We explored two combinations of prescriptions for turbulence shear referred to as R1 and R2 as in Paper I; R1 includes prescriptions from Mathis et al. (2018) and Zahn (1992) for the horizontal diffusivity Dh and the vertical diffusivity Dv, respectively, and R2 includes prescriptions from Zahn (1992) and Talon & Zahn (1997) for Dh and Dv, respectively. The detailed expressions of the four turbulent diffusion coefficients can be found in Appendix B of Paper I. We used the same parameters as in Paper I for the extraction of angular momentum at the stellar surface due to magnetised winds (m = 0.22, p = 2.1, χ = 14, K = 7.5 × 1030 erg unless otherwise indicated) according to the Matt et al. (2015) formalism. Models were computed for three values of the initial rotation period on the PMS: 1.6, 4.5, and 9.0 days, which are referred to as fast (FR), median (MR), and slow (SR) rotating models, respectively. The disc coupling timescale was set at τdisc = 2.5 Myrs for the fast rotators and at τdisc = 5 Myrs for the median and the slow rotators, in agreement with Gallet & Bouvier (2015) and Amard et al. (2019).

To summarise, the best models for solar-type stars that we developed in Paper I include the self-consistent treatment of physical processes as well as parametrised additional transports for angular momentum and chemicals as summarised in Table 2. The parameters are strongly constrained by observations (see Col. 3 Table 2) and cannot be varied freely. In the present study, we explore a possible variation in the efficiency of these additional processes with metallicity and initial mass.

Table 2.

Transport processes considered in this work.
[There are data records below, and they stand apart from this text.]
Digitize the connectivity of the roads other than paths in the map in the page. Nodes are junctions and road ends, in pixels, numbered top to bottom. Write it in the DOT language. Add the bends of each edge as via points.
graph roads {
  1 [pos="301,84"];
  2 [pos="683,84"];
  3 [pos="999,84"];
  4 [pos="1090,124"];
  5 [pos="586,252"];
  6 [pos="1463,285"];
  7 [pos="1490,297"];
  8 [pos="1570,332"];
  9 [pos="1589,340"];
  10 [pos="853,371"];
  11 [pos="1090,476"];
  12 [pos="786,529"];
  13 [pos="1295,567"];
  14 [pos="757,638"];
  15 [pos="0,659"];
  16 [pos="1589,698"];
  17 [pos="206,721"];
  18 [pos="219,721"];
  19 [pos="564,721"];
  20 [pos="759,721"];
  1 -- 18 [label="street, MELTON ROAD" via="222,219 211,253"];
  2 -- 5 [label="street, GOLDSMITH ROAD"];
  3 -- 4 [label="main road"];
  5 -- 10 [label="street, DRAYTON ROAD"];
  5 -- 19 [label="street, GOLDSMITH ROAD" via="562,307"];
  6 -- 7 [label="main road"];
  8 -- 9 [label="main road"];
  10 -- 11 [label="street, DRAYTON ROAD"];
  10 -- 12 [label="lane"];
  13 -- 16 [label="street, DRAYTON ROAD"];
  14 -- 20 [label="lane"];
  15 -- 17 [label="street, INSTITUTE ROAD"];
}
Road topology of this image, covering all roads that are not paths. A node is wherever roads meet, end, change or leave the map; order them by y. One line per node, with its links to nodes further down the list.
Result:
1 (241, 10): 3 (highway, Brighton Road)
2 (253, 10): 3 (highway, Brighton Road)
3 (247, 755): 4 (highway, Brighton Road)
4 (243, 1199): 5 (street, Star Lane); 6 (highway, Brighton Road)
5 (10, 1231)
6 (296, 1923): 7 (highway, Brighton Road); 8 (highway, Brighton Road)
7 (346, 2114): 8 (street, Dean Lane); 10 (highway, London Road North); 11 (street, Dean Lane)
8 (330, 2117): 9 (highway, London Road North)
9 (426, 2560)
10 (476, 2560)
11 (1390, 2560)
4. Model predictions for Li, Be, and surface rotation – The Hyades and Praesepe test case

In this section, we explore the predictions of model over a range of masses and metallicities for three different rotation rates. We recall that this model was developed for the specific case of solar-type stars in Paper I. We discuss the general impact of mass and metallicity on Li depletion, and then we compare the predictions for the behaviour of surface Li, Be, and rotation rates to the observations in the Hyades and Praesepe, and to the predictions of classical models and of model computed with different prescriptions for rotation-induced turbulence (see Table 3).

Table 3.

Models computed for the specific case of the Hyades and Praesepe open clusters at [Fe/H] = +0.15.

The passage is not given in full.